To optimize page placement in a memory tiering system with NUMA
balancing, the hot pages in the slow memory node need to be
identified.  Essentially, the original NUMA balancing implementation
selects the mostly recently accessed (MRU) pages as the hot pages.
But this isn't a very good algorithm to identify the hot pages.

So, in this patch we implemented a better hot page selection
algorithm.  Which is based on NUMA balancing page table scanning and
hint page fault as follows,

- When the page tables of the processes are scanned to change PTE/PMD
  to be PROT_NONE, the current time is recorded in struct page as scan
  time.

- When the page is accessed, hint page fault will occur.  The scan
  time is gotten from the struct page.  And The hint page fault
  latency is defined as

    hint page fault time - scan time

The shorter the hint page fault latency of a page is, the higher the
probability of their access frequency to be higher.  So the hint page
fault latency is a good estimation of the page hot/cold.

But it's hard to find some extra space in struct page to hold the scan
time.  Fortunately, we can reuse some bits used by the original NUMA
balancing.

NUMA balancing uses some bits in struct page to store the page
accessing CPU and PID (referring to page_cpupid_xchg_last()).  Which
is used by the multi-stage node selection algorithm to avoid to
migrate pages shared accessed by the NUMA nodes back and forth.  But
for pages in the slow memory node, even if they are shared accessed by
multiple NUMA nodes, as long as the pages are hot, they need to be
promoted to the fast memory node.  So the accessing CPU and PID
information are unnecessary for the slow memory pages.  We can reuse
these bits in struct page to record the scan time for them.  For the
fast memory pages, these bits are used as before.
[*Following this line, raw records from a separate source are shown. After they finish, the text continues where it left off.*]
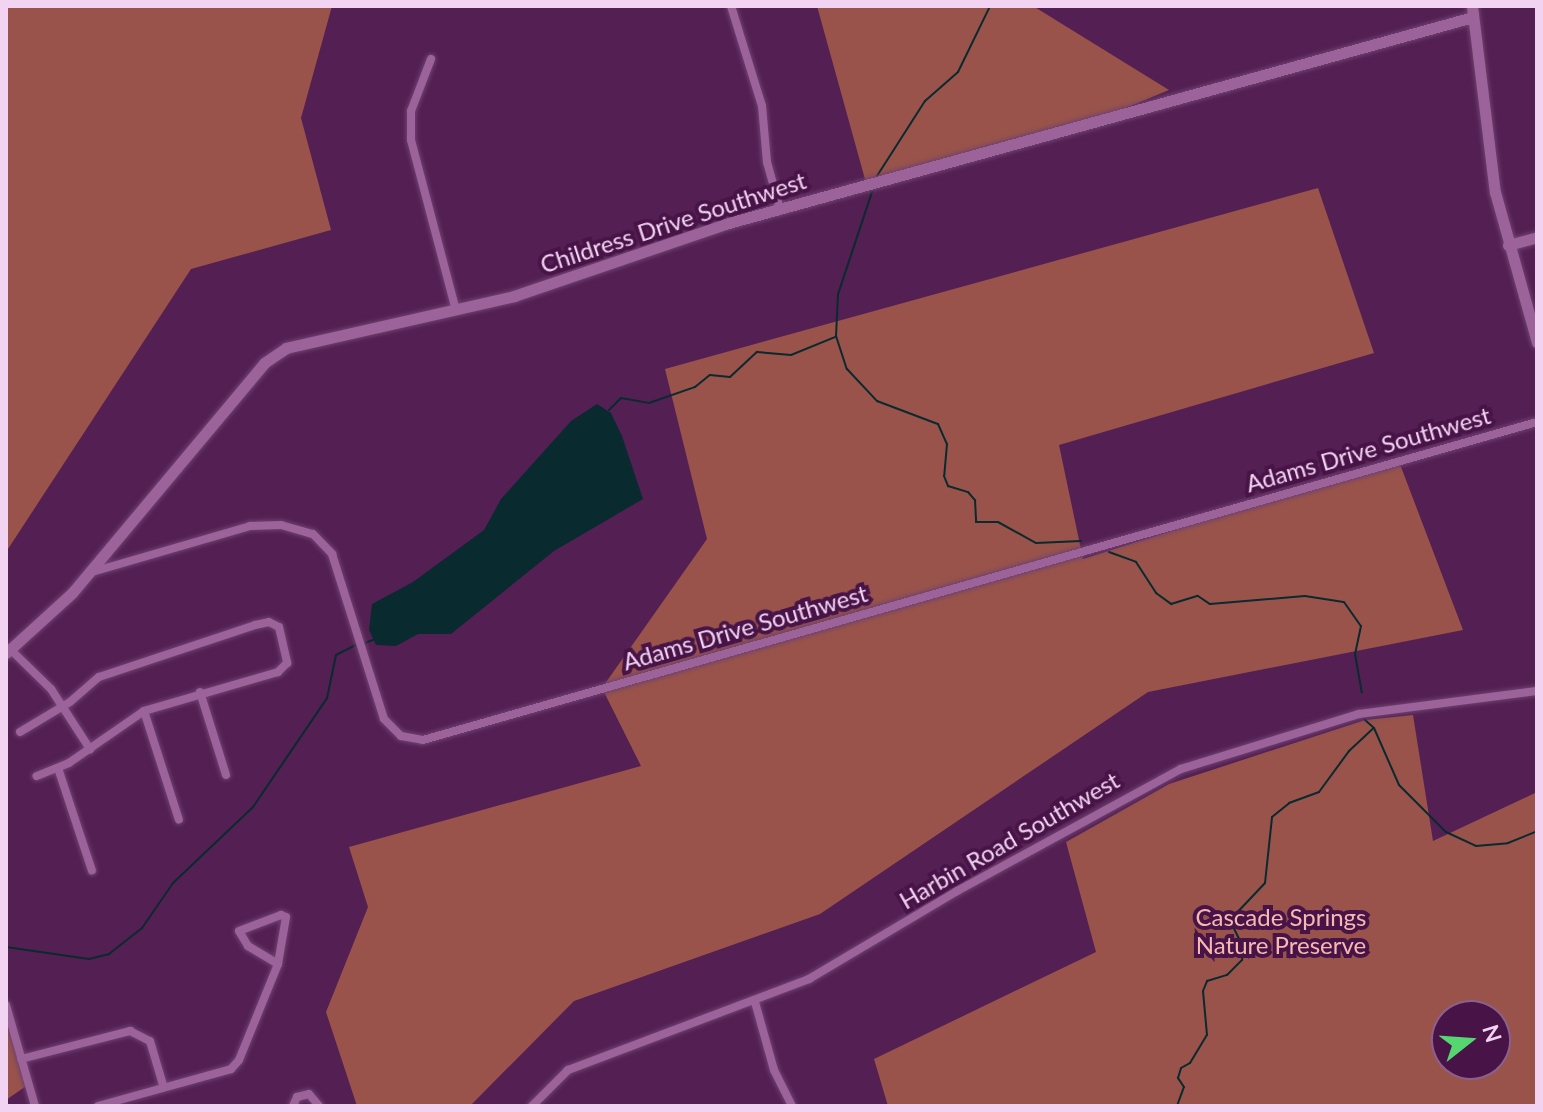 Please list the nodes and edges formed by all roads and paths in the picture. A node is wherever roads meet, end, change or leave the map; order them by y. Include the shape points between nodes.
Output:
1 (731, 6) edge
2 (1472, 12) edge
3 (431, 59) dead end
4 (780, 209) junction
5 (1537, 237) edge
6 (1508, 245) junction
7 (456, 310) junction
8 (1537, 342) edge
9 (1537, 422) edge
10 (91, 572) junction
11 (9, 651) edge
12 (1537, 691) edge
13 (200, 692) junction
14 (60, 709) junction
15 (144, 711) junction
16 (20, 732) dead end
17 (90, 749) junction
18 (58, 768) junction
19 (226, 775) dead end
20 (36, 776) dead end
21 (179, 820) dead end
22 (92, 871) dead end
23 (278, 964) junction
24 (755, 1002) junction
25 (6, 1005) edge
26 (21, 1059) junction
27 (163, 1085) junction
28 (35, 1106) edge
29 (98, 1106) edge
30 (293, 1106) edge
31 (319, 1106) edge
32 (532, 1106) edge
33 (792, 1106) edge

1 - 4 street via 762,106 767,162
2 - 4 street, Childress Drive Southwest
2 - 6 street via 1485,136
3 - 7 street via 414,100 411,140
4 - 7 street, Childress Drive Southwest via 564,281
5 - 6 street
6 - 8 street
7 - 10 street, Childress Drive Southwest via 272,355
9 - 10 street, Adams Drive Southwest via 423,740 401,736 384,719 332,554 313,534 281,525 250,526
10 - 11 street, Childress Drive Southwest
11 - 14 street via 51,689
12 - 24 street, Harbin Road Southwest via 1359,714 1181,769 809,979
13 - 14 street via 278,672 287,663 279,627 269,622 255,625 99,677
13 - 15 street
13 - 19 street
14 - 16 street
14 - 17 street
15 - 17 street
15 - 21 street
17 - 18 street
18 - 20 street
18 - 22 street
23 - 23 street via 286,917 239,931 248,946
23 - 27 street via 231,1069
24 - 32 street, Harbin Road Southwest via 568,1070
24 - 33 street via 774,1070
25 - 26 street
26 - 27 street via 130,1031 150,1041
26 - 28 street
27 - 29 street
30 - 31 street via 297,1097 309,1094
The remaining problem is how to determine the hot threshold.  It's not
easy to be done automatically.  So we provide a sysctl knob:
kernel.numa_balancing_hot_threshold_ms.  All pages with hint page
fault latency < the threshold will be considered hot.  The system
administrator can determine the hot threshold via various information,
such as PMEM bandwidth limit, the average number of the pages pass the
hot threshold, etc.  The default hot threshold is 1 second, which
works well in our performance test.

The patch improves the score of pmbench memory accessing benchmark
with 80:20 read/write ratio and normal access address distribution by
16.8% with 41.1% less pages promoted (that is, less overhead) on a 2
socket Intel server with Optance DC Persistent Memory.
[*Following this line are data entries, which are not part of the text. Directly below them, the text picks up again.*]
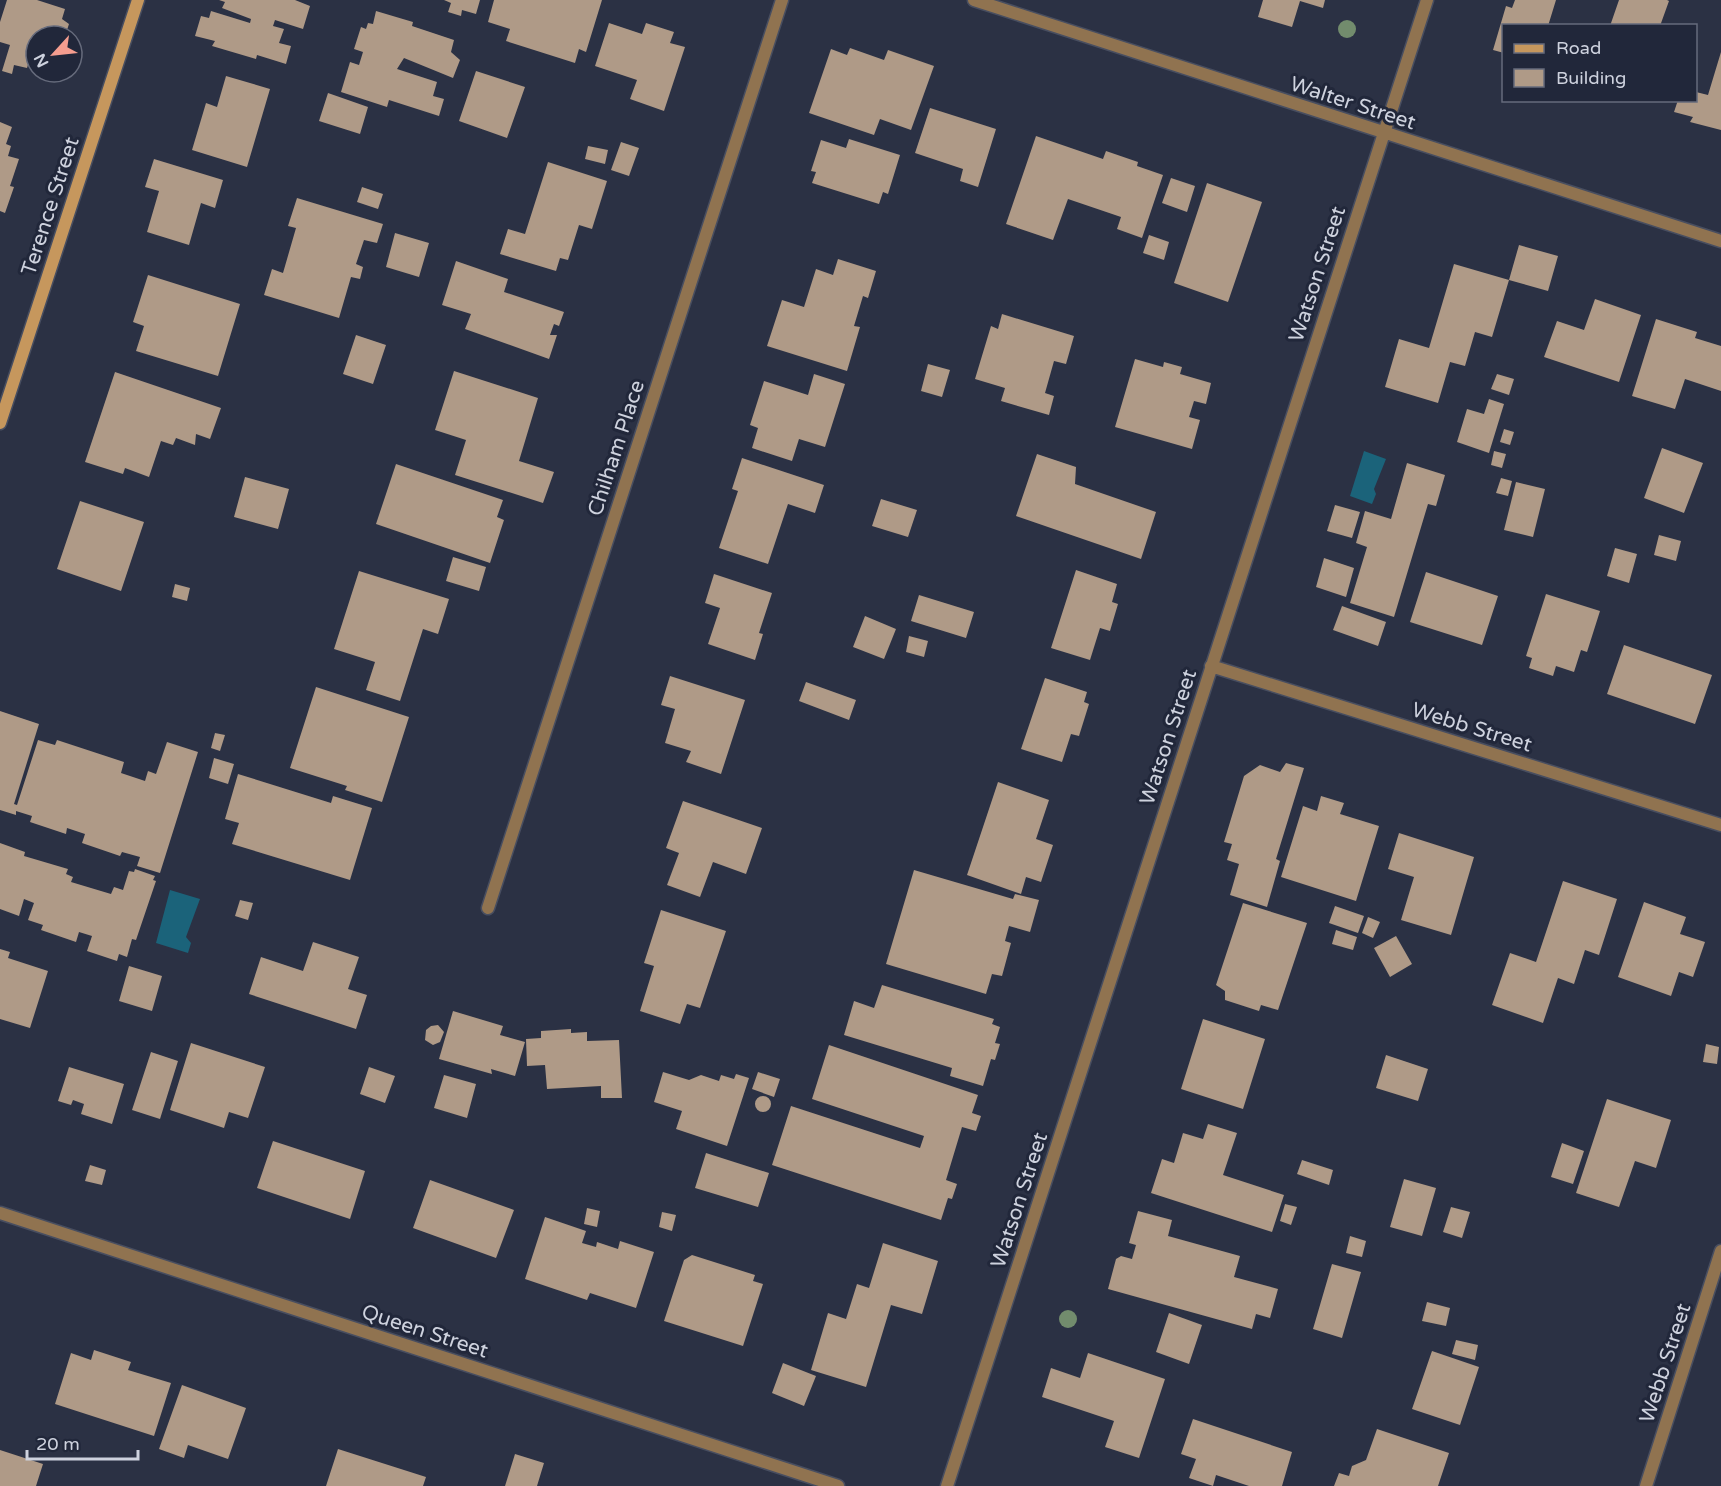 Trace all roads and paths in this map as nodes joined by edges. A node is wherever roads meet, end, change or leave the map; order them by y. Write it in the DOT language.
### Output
graph roads {
  1 [pos="138,0"];
  2 [pos="782,0"];
  3 [pos="975,0"];
  4 [pos="1427,0"];
  5 [pos="1383,133"];
  6 [pos="1721,241"];
  7 [pos="0,423"];
  8 [pos="1211,666"];
  9 [pos="1721,825"];
  10 [pos="488,908"];
  11 [pos="0,1213"];
  12 [pos="1721,1251"];
  13 [pos="838,1486"];
  14 [pos="948,1486"];
  15 [pos="1646,1486"];
  1 -- 7 [label="street, Terence Street"];
  2 -- 10 [label="street, Chilham Place"];
  3 -- 5 [label="street, Walter Street"];
  4 -- 5 [label="street, Watson Street"];
  5 -- 6 [label="street, Walter Street"];
  5 -- 8 [label="street, Watson Street"];
  8 -- 9 [label="street, Webb Street"];
  8 -- 14 [label="street, Watson Street"];
  11 -- 13 [label="street, Queen Street"];
  12 -- 15 [label="street, Webb Street"];
}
The downside of the patch is that the response time to the workload
hot spot changing may be much longer.  For example,

- A previous cold memory area becomes hot

- The hint page fault will be triggered.  But the hint page fault
  latency isn't shorter than the hot threshold.  So the pages will
  not be promoted.

- When the memory area is scanned again, maybe after a scan period,
  the hint page fault latency measured will be shorter than the hot
  threshold and the pages will be promoted.

To mitigate this,

- If there are enough free space in the fast memory node, the hot
  threshold will not be used, all pages will be promoted upon the hint
  page fault for fast response.

- If fast response is more important for system performance, the
  administrator can set a higher hot threshold.

Signed-off-by: "Huang, Ying" <ying.huang@intel.com>
Cc: Andrew Morton <akpm@linux-foundation.org>
Cc: Michal Hocko <mhocko@suse.com>
Cc: Rik van Riel <riel@surriel.com>
Cc: Mel Gorman <mgorman@suse.de>
Cc: Peter Zijlstra <peterz@infradead.org>
Cc: Dave Hansen <dave.hansen@linux.intel.com>
Cc: Yang Shi <shy828301@gmail.com>
Cc: Zi Yan <ziy@nvidia.com>
Cc: Wei Xu <weixugc@google.com>
Cc: osalvador <osalvador@suse.de>
Cc: Shakeel Butt <shakeelb@google.com>
Cc: linux-kernel@vger.kernel.org
Cc: linux-mm@kvack.org
---
 include/linux/mm.h           | 29 ++++++++++++++++
 include/linux/sched/sysctl.h |  1 +
 kernel/sched/fair.c          | 67 ++++++++++++++++++++++++++++++++++++
 kernel/sysctl.c              |  7 ++++
 mm/huge_memory.c             | 13 +++++--
 mm/memory.c                  | 11 +++++-
 mm/migrate.c                 | 12 +++++++
 mm/mmzone.c                  | 17 +++++++++
 mm/mprotect.c                |  8 ++++-
 9 files changed, 160 insertions(+), 5 deletions(-)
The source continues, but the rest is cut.